- Also known as: Garganta e Torcicolo no Paraíso das Ovelhinhas (Brazil)
- Genre: Game show
- Created by: MTV Brasil and Herbert Richers Entertainment
- Written by: Dan Dratch Grant Taylor (United States)
- Directed by: Cacá Marcondes (Brazil) J.D. Orozco (United States)
- Presented by: João Gordo (Brazil) Rebecca Grant (United States) Mariano Peluffo and Rodrigo "Chopper" Bedoya (Argentina)
- Voices of: Guilherme Lopes (Portuguese) Wally Wingert and Matt Weinhold (English) Federico Kossoy and Luis Pesiney (Spanish)
- Countries of origin: Brazil United States

Production
- Executive producers: Carlos Zalve Adam Tyler (United States)
- Producers: Ana Manini and Fernanda Monte Claro (Brazil) Paul Block, Ken Ceizler, Adam Smith and Brian Frazer (United States)
- Running time: 30 minutes
- Production companies: Interactive Television Entertainment Herbert Richers Entertainment

Original release
- Network: MTV Brasil
- Release: April 1, 1997 – December 31, 1998

Related
- Hugo

= Throut and Neck =

Interactive television show

Throut and Neck (Garganta e Torcicolo no Paraíso das Ovelhinhas) was a Brazilian interactive television show that aired between 1997 and 1998 on MTV Brasil. It was the first program presented on MTV by João Gordo, the lead singer of Ratos de Porão. The program aired in the United States on Game Show Network in 1999, presented by Rebecca Grant; Argentina on Magic Kids in 2000, presented by Mariano Peluffo and Rodrigo "Chopper" Bedoya; and Colombia on Citytv Bogotá.

==History==
The show premiered on April 1, 1997 and was a half-hour program, shown daily in the afternoon at 7 pm in an interactive game format aimed at children, teenagers and young adults. It was presented by João Gordo, and featured Garganta and Torcicolo, two unruly computer generated mutant monsters who lived on Ovine, a planet inhabited and ruled by sheep. The show had 2-minute minigames remotely played by two contestants via push-button telephone connection, where the monsters would get in each other's way, exchange blows, clash and throw sheep at each other, including "Gladiator Slam Night", "Sheep Slam", "Sheep Heaven", "Sheep Shoot-Out" and "Jousting". Players randomly chosen from among the callers would be tasked with controlling the characters on the screen by pressing digit keys on the phone. Whoever threw the most punches, killed the most sheep, avoided the most obstacles, and managed to escape from Ovine with the fewest injuries and lose the least amount of blood would win, while the loser would become a sheep.

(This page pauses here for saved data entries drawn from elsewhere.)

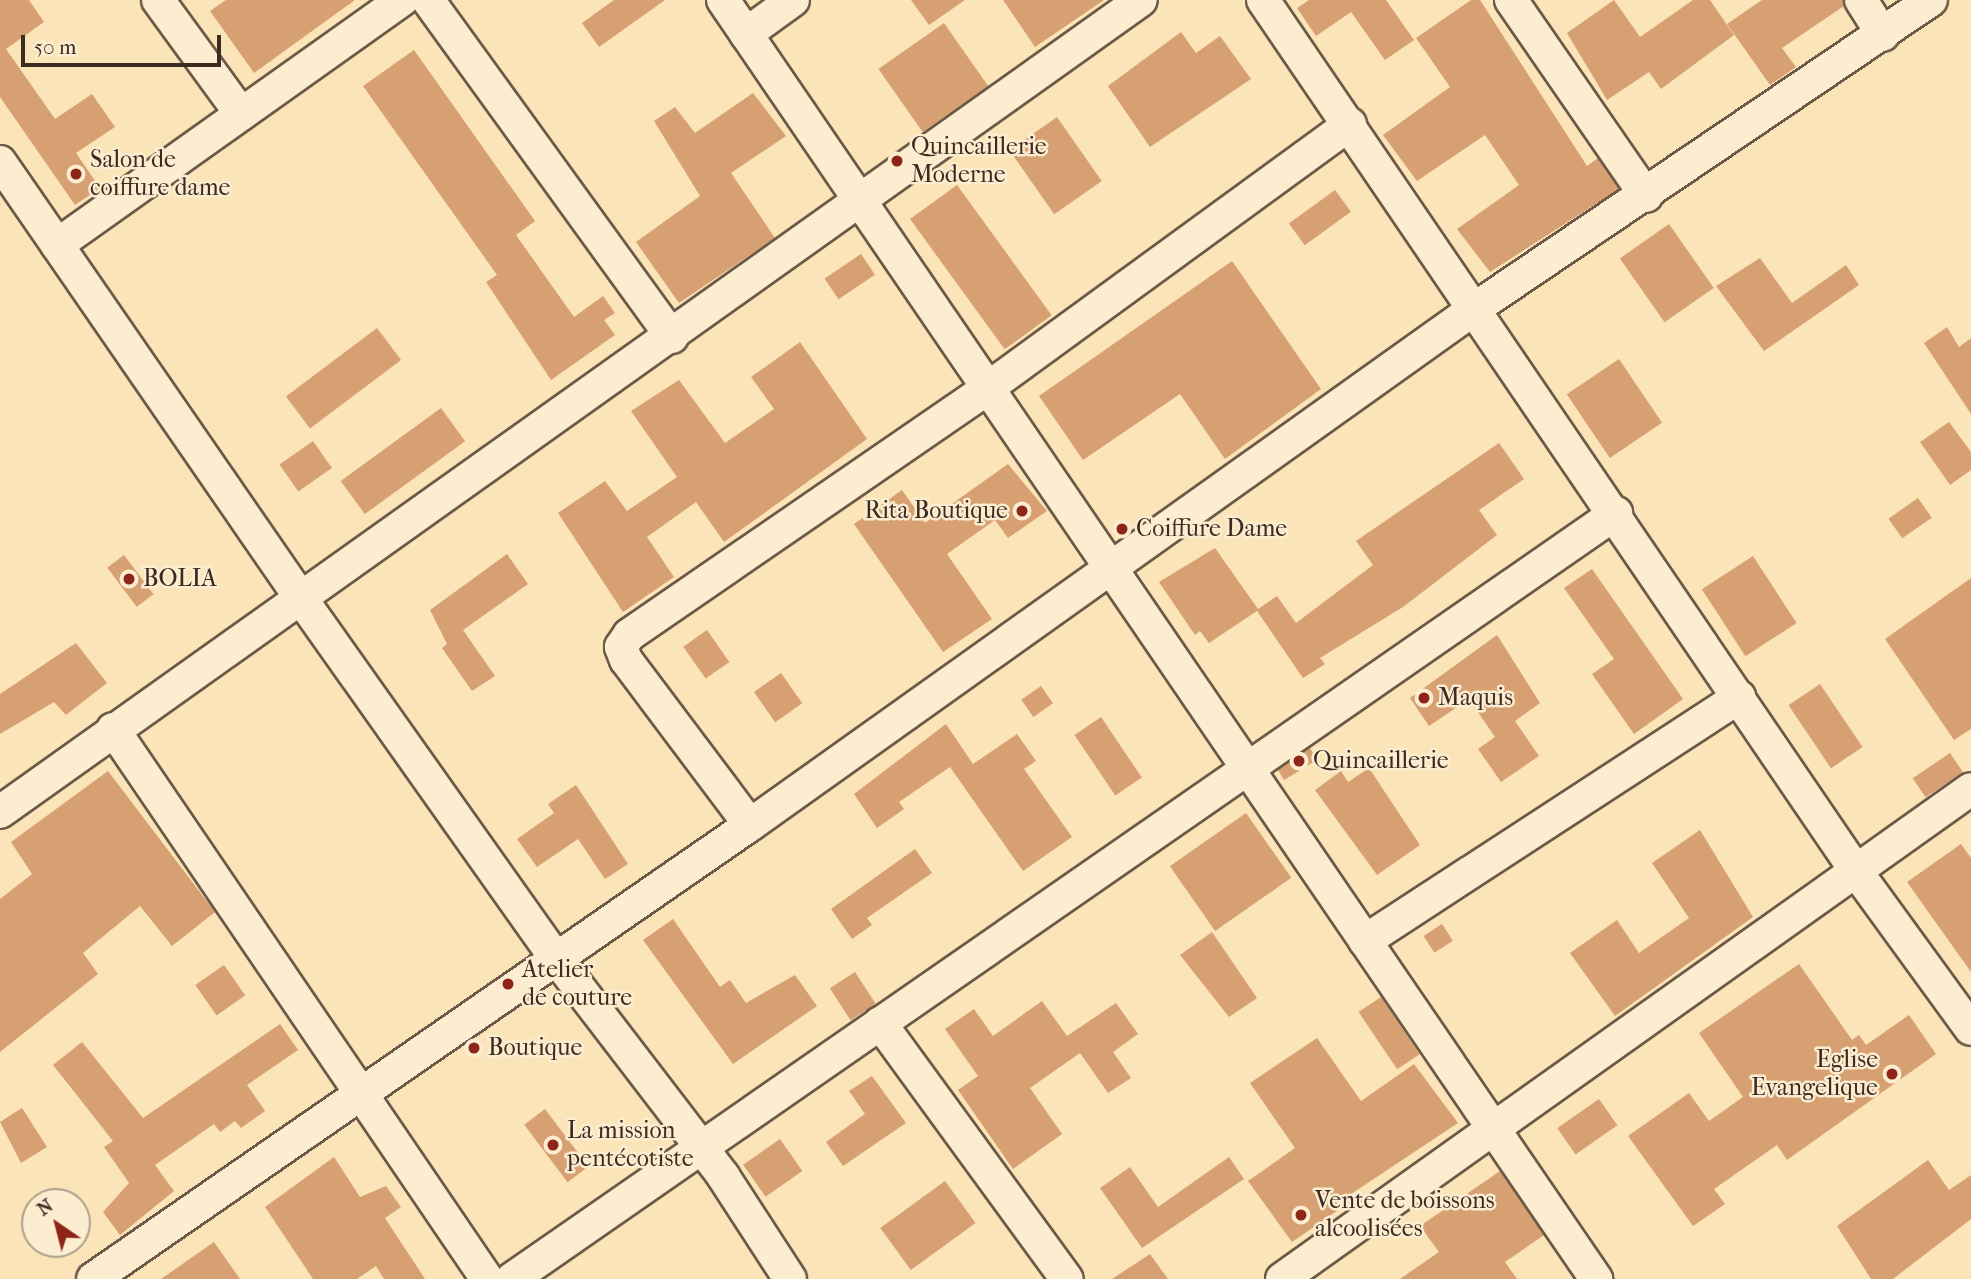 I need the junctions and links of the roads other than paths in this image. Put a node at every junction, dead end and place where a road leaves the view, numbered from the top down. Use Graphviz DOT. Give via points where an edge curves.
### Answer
graph roads {
  1 [pos="158,0"];
  2 [pos="402,0"];
  3 [pos="428,0"];
  4 [pos="723,0"];
  5 [pos="793,0"];
  6 [pos="1141,0"];
  7 [pos="1263,0"];
  8 [pos="1511,0"];
  9 [pos="1861,0"];
  10 [pos="1931,0"];
  11 [pos="746,34"];
  12 [pos="1883,35"];
  13 [pos="241,114"];
  14 [pos="1350,124"];
  15 [pos="0,162"];
  16 [pos="1646,196"];
  17 [pos="862,204"];
  18 [pos="57,245"];
  19 [pos="1477,307"];
  20 [pos="672,337"];
  21 [pos="988,388"];
  22 [pos="1616,513"];
  23 [pos="1108,565"];
  24 [pos="300,597"];
  25 [pos="1739,697"];
  26 [pos="113,729"];
  27 [pos="1247,767"];
  28 [pos="1971,789"];
  29 [pos="0,812"];
  30 [pos="750,825"];
  31 [pos="1856,871"];
  32 [pos="1365,941"];
  33 [pos="556,958"];
  34 [pos="880,1023"];
  35 [pos="1971,1029"];
  36 [pos="358,1090"];
  37 [pos="1496,1133"];
  38 [pos="702,1147"];
  39 [pos="93,1279"];
  40 [pos="487,1279"];
  41 [pos="512,1279"];
  42 [pos="790,1279"];
  43 [pos="1067,1279"];
  44 [pos="1282,1279"];
  45 [pos="1596,1279"];
  1 -- 13 [label="street"];
  2 -- 13 [label="street"];
  3 -- 20 [label="street"];
  4 -- 11 [label="street"];
  5 -- 11 [label="street"];
  6 -- 17 [label="street"];
  7 -- 14 [label="street"];
  8 -- 16 [label="street"];
  9 -- 12 [label="street"];
  10 -- 12 [label="street"];
  11 -- 17 [label="street"];
  12 -- 16 [label="street"];
  13 -- 18 [label="street"];
  14 -- 19 [label="street"];
  14 -- 21 [label="street"];
  15 -- 18 [label="street"];
  16 -- 19 [label="street"];
  17 -- 20 [label="street"];
  17 -- 21 [label="street"];
  18 -- 24 [label="street"];
  19 -- 22 [label="street"];
  19 -- 23 [label="street"];
  20 -- 24 [label="street"];
  21 -- 23 [label="street"];
  21 -- 30 [label="street" via="629,635 621,647"];
  22 -- 25 [label="street"];
  22 -- 27 [label="street"];
  23 -- 27 [label="street"];
  23 -- 30 [label="street"];
  24 -- 26 [label="street"];
  24 -- 33 [label="street"];
  25 -- 31 [label="street"];
  25 -- 32 [label="street"];
  26 -- 29 [label="street"];
  26 -- 36 [label="street"];
  27 -- 32 [label="street"];
  27 -- 34 [label="street"];
  28 -- 31 [label="street"];
  30 -- 33 [label="street"];
  31 -- 35 [label="street"];
  31 -- 37 [label="street"];
  32 -- 37 [label="street"];
  33 -- 36 [label="street"];
  33 -- 38 [label="street"];
  34 -- 38 [label="street"];
  34 -- 43 [label="street"];
  36 -- 39 [label="street"];
  36 -- 40 [label="street"];
  37 -- 44 [label="street"];
  37 -- 45 [label="street"];
  38 -- 41 [label="street"];
  38 -- 42 [label="street"];
} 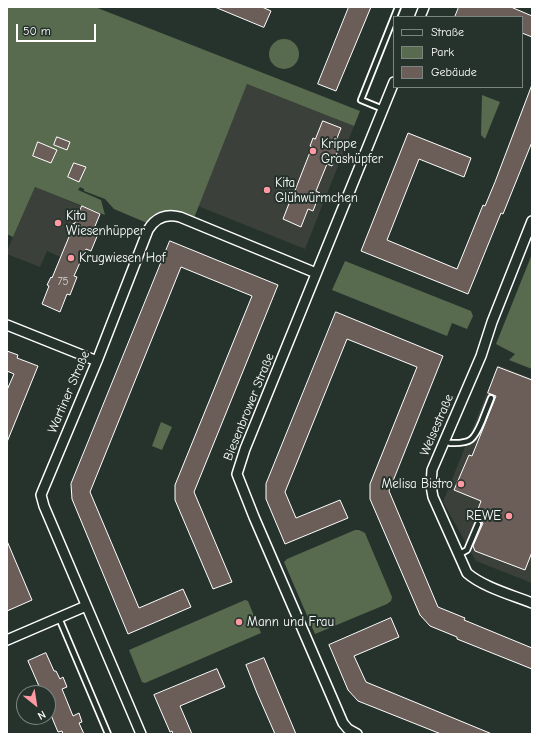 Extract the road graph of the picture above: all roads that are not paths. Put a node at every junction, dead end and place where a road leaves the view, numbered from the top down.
1 (393, 20) edge
2 (393, 84) edge
3 (383, 109) junction
4 (532, 221) edge
5 (316, 273) junction
6 (7, 325) edge
7 (96, 361) junction
8 (491, 398) dead end
9 (450, 443) dead end
10 (478, 524) dead end
11 (458, 555) junction
12 (532, 603) edge
13 (86, 606) junction
14 (59, 618) junction
15 (7, 640) edge
16 (108, 734) edge
17 (141, 734) edge
18 (357, 734) edge

1 - 3 lane
2 - 3 street, Biesenbrower Straße
3 - 5 street, Biesenbrower Straße
4 - 11 street, Welsestraße
5 - 7 street, Wartiner Straße
5 - 18 street, Biesenbrower Straße
6 - 7 street
7 - 13 street, Wartiner Straße
8 - 9 lane
10 - 11 lane
11 - 12 street, Welsestraße
13 - 14 street
13 - 17 street, Wartiner Straße
14 - 15 street
14 - 16 lane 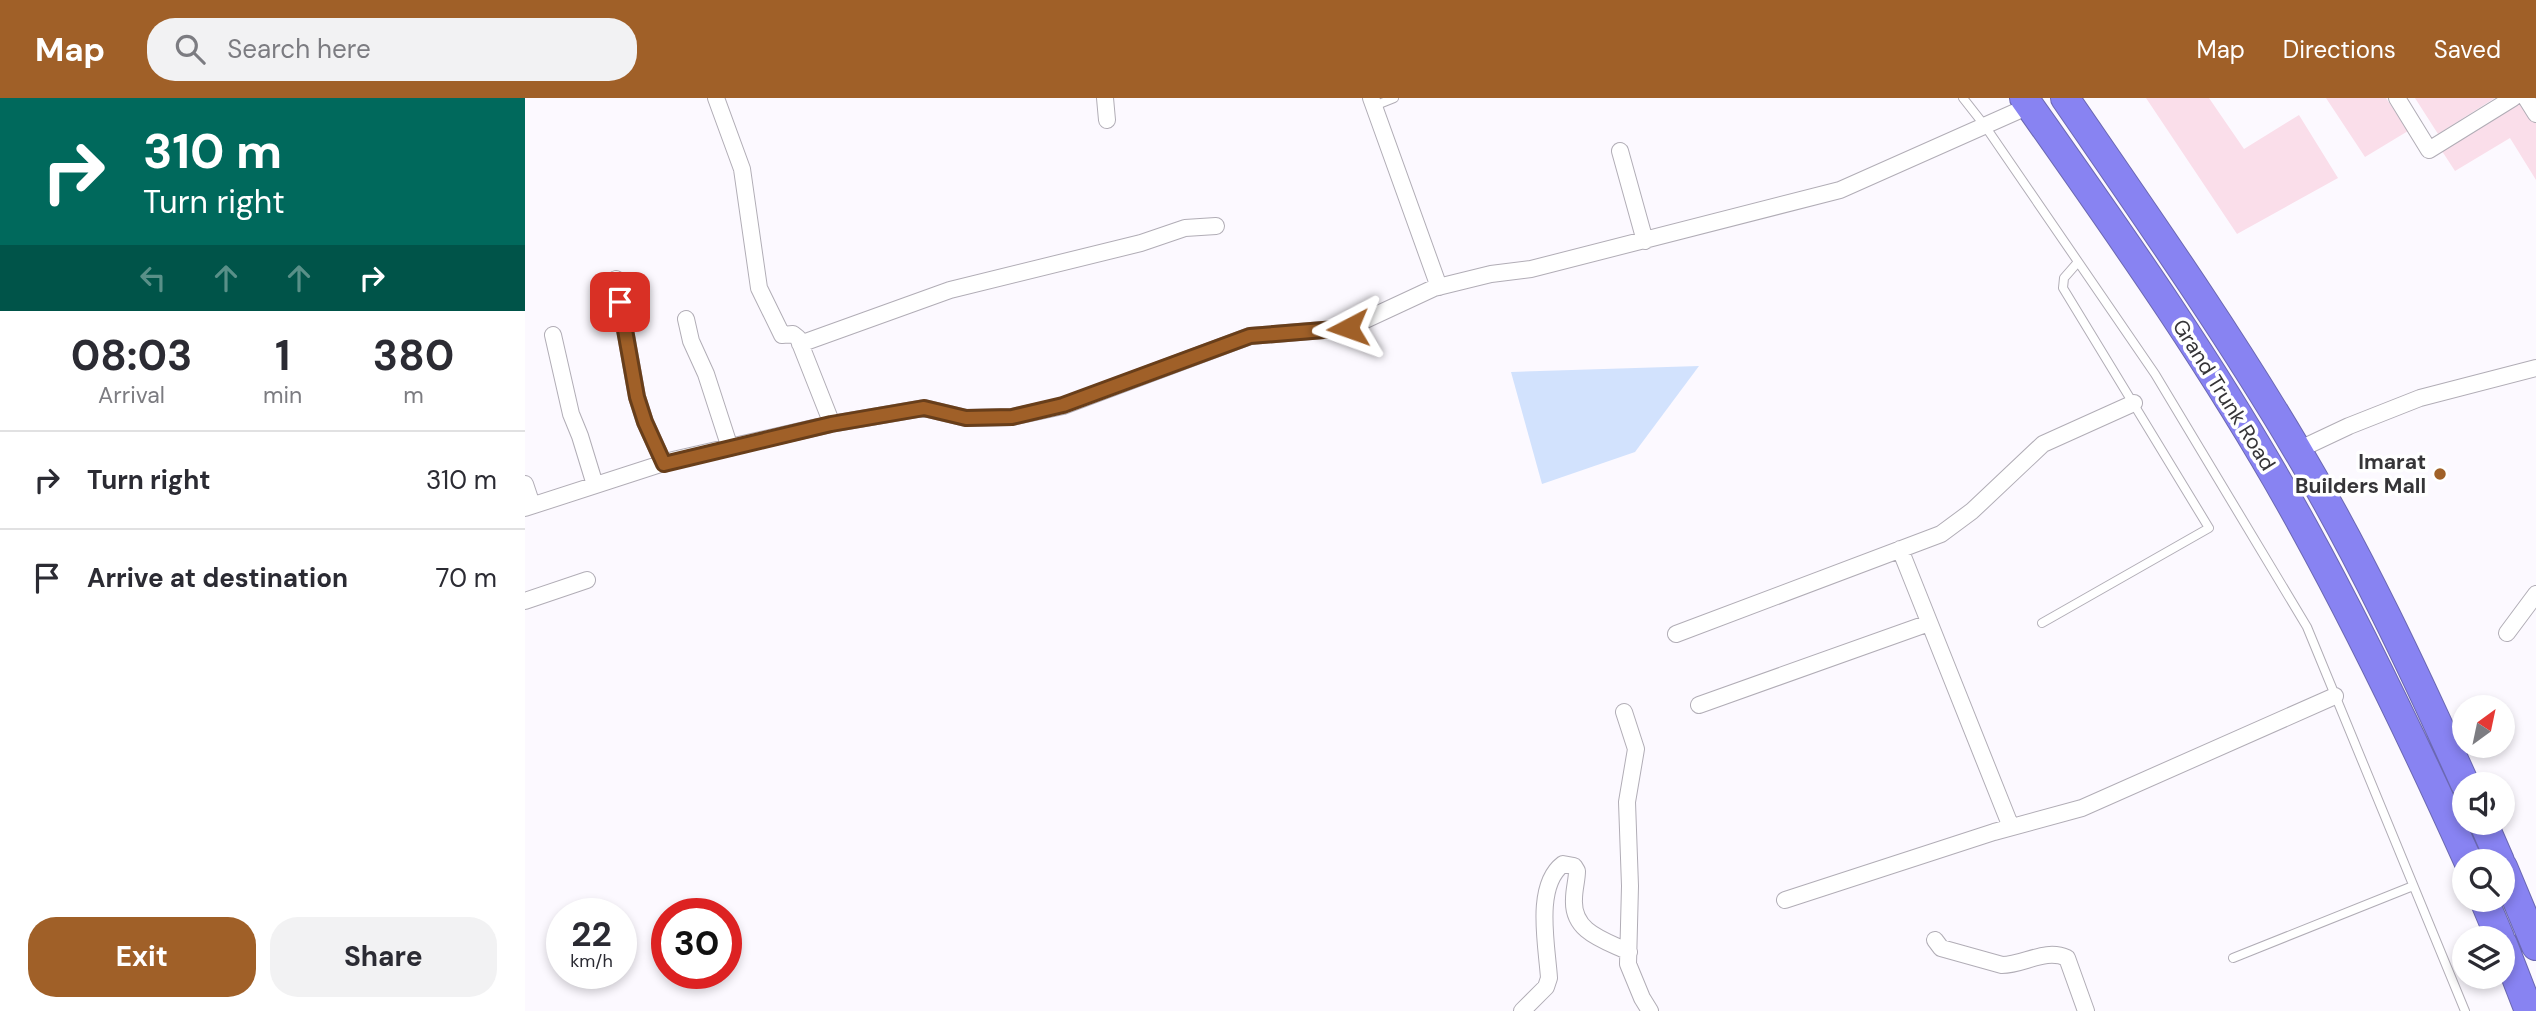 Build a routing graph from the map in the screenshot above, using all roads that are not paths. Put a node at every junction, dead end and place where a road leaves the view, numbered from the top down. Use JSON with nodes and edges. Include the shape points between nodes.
{"nodes":[{"id":1,"x":716,"y":98,"type":"edge"},
{"id":2,"x":1105,"y":98,"type":"edge"},
{"id":3,"x":1394,"y":98,"type":"edge"},
{"id":4,"x":1963,"y":98,"type":"edge"},
{"id":5,"x":2065,"y":98,"type":"edge"},
{"id":6,"x":2397,"y":98,"type":"edge"},
{"id":7,"x":2513,"y":98,"type":"edge"},
{"id":8,"x":2526,"y":98,"type":"edge"},
{"id":9,"x":1372,"y":102,"type":"edge"},
{"id":10,"x":2027,"y":102,"type":"edge"},
{"id":11,"x":2536,"y":114,"type":"edge"},
{"id":12,"x":1107,"y":120,"type":"dead end"},
{"id":13,"x":1985,"y":126,"type":"junction"},
{"id":14,"x":1620,"y":151,"type":"dead end"},
{"id":15,"x":1216,"y":226,"type":"dead end"},
{"id":16,"x":1645,"y":242,"type":"junction"},
{"id":17,"x":2078,"y":262,"type":"junction"},
{"id":18,"x":616,"y":279,"type":"dead end"},
{"id":19,"x":1439,"y":287,"type":"junction"},
{"id":20,"x":686,"y":319,"type":"dead end"},
{"id":21,"x":553,"y":335,"type":"dead end"},
{"id":22,"x":800,"y":344,"type":"junction"},
{"id":23,"x":2536,"y":368,"type":"edge"},
{"id":24,"x":2134,"y":403,"type":"junction"},
{"id":25,"x":832,"y":424,"type":"junction"},
{"id":26,"x":730,"y":448,"type":"junction"},
{"id":27,"x":2298,"y":450,"type":"junction"},
{"id":28,"x":664,"y":464,"type":"junction"},
{"id":29,"x":525,"y":484,"type":"edge"},
{"id":30,"x":595,"y":485,"type":"junction"},
{"id":31,"x":529,"y":506,"type":"edge"},
{"id":32,"x":1900,"y":549,"type":"junction"},
{"id":33,"x":587,"y":580,"type":"dead end"},
{"id":34,"x":2536,"y":594,"type":"edge"},
{"id":35,"x":525,"y":601,"type":"edge"},
{"id":36,"x":1929,"y":623,"type":"junction"},
{"id":37,"x":2042,"y":623,"type":"dead end"},
{"id":38,"x":2507,"y":633,"type":"dead end"},
{"id":39,"x":1676,"y":634,"type":"dead end"},
{"id":40,"x":2335,"y":696,"type":"junction"},
{"id":41,"x":1699,"y":705,"type":"dead end"},
{"id":42,"x":1624,"y":712,"type":"dead end"},
{"id":43,"x":2460,"y":772,"type":"edge"},
{"id":44,"x":2011,"y":827,"type":"junction"},
{"id":45,"x":2463,"y":849,"type":"edge"},
{"id":46,"x":2413,"y":886,"type":"junction"},
{"id":47,"x":2515,"y":896,"type":"edge"},
{"id":48,"x":1785,"y":900,"type":"dead end"},
{"id":49,"x":1935,"y":940,"type":"dead end"},
{"id":50,"x":2536,"y":946,"type":"edge"},
{"id":51,"x":1629,"y":952,"type":"junction"},
{"id":52,"x":2233,"y":958,"type":"dead end"},
{"id":53,"x":2515,"y":975,"type":"edge"},
{"id":54,"x":1522,"y":1011,"type":"edge"},
{"id":55,"x":1650,"y":1011,"type":"edge"},
{"id":56,"x":2086,"y":1011,"type":"edge"},
{"id":57,"x":2465,"y":1011,"type":"edge"},
{"id":58,"x":2529,"y":1011,"type":"edge"}],
"edges":[{"from":1,"to":22,"type":"street","via":[[742,169],[759,288],[782,335],[795,335]]},
{"from":2,"to":12,"type":"street"},
{"from":3,"to":9,"type":"lane"},
{"from":4,"to":13,"type":"lane"},
{"from":5,"to":27,"type":"highway","name":"Grand Trunk Road","via":[[2230,340]]},
{"from":6,"to":7,"type":"street","via":[[2429,150]]},
{"from":8,"to":11,"type":"street"},
{"from":9,"to":19,"type":"street"},
{"from":10,"to":13,"type":"street"},
{"from":10,"to":45,"type":"highway","name":"Grand Trunk Road","via":[[2238,414],[2395,701]]},
{"from":13,"to":16,"type":"street","via":[[1840,190]]},
{"from":13,"to":17,"type":"lane"},
{"from":14,"to":16,"type":"street"},
{"from":15,"to":22,"type":"street","via":[[1185,228],[950,290]]},
{"from":16,"to":19,"type":"street"},
{"from":17,"to":24,"type":"lane","via":[[2064,278],[2063,288]]},
{"from":17,"to":40,"type":"lane","via":[[2155,374],[2300,615]]},
{"from":18,"to":28,"type":"street","via":[[637,397]]},
{"from":19,"to":25,"type":"street","via":[[1348,328],[1250,336],[1063,405],[1012,417],[966,418],[924,408]]},
{"from":20,"to":26,"type":"street"},
{"from":21,"to":30,"type":"street","via":[[571,414]]},
{"from":22,"to":25,"type":"street"},
{"from":23,"to":27,"type":"street","via":[[2420,398]]},
{"from":24,"to":32,"type":"street","via":[[2043,444],[1941,534]]},
{"from":24,"to":37,"type":"lane","via":[[2209,528]]},
{"from":25,"to":26,"type":"street"},
{"from":26,"to":28,"type":"street"},
{"from":27,"to":43,"type":"highway","name":"Grand Trunk Road","via":[[2423,687]]},
{"from":28,"to":30,"type":"street"},
{"from":29,"to":31,"type":"street"},
{"from":30,"to":31,"type":"street"},
{"from":32,"to":36,"type":"street"},
{"from":32,"to":39,"type":"street"},
{"from":33,"to":35,"type":"street"},
{"from":34,"to":38,"type":"street"},
{"from":36,"to":41,"type":"street"},
{"from":36,"to":44,"type":"street"},
{"from":40,"to":44,"type":"street","via":[[2082,808]]},
{"from":40,"to":46,"type":"lane"},
{"from":42,"to":51,"type":"street","via":[[1636,749],[1627,802]]},
{"from":44,"to":48,"type":"street"},
{"from":46,"to":52,"type":"lane"},
{"from":46,"to":57,"type":"lane"},
{"from":47,"to":50,"type":"highway"},
{"from":49,"to":56,"type":"street","via":[[1941,948],[2002,965],[2063,956]]},
{"from":51,"to":54,"type":"street","via":[[1582,926],[1574,908],[1577,871],[1563,864],[1547,886],[1549,978]]},
{"from":51,"to":55,"type":"street","via":[[1628,964]]},
{"from":53,"to":58,"type":"highway"}]}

The technology used in the show was developed by Danish company Interactive Television Entertainment, who used the same technology in programs featuring the character Hugo. The show used the Animation Mask System, a real-time motion capture technique invented by Bjarne Sølvason (father of Hugo co-creator Ivan Sølvason). The system could transfer an actor's body, head, eye movements, and facial expressions to the character on screen. The actors providing the voices of the characters wore a helmet containing sensors that would alter their voices, capture their facial expressions and translate them to the characters on the screen, though all of the characters' body movements had been pre-rendered in advance. The characters in the program were created by MTV Brasil, in partnership with Herbert Richers Entertainment.

The character Fudêncio was created for the program, and would later star in his own animated sitcom, Fudêncio e Seus Amigos.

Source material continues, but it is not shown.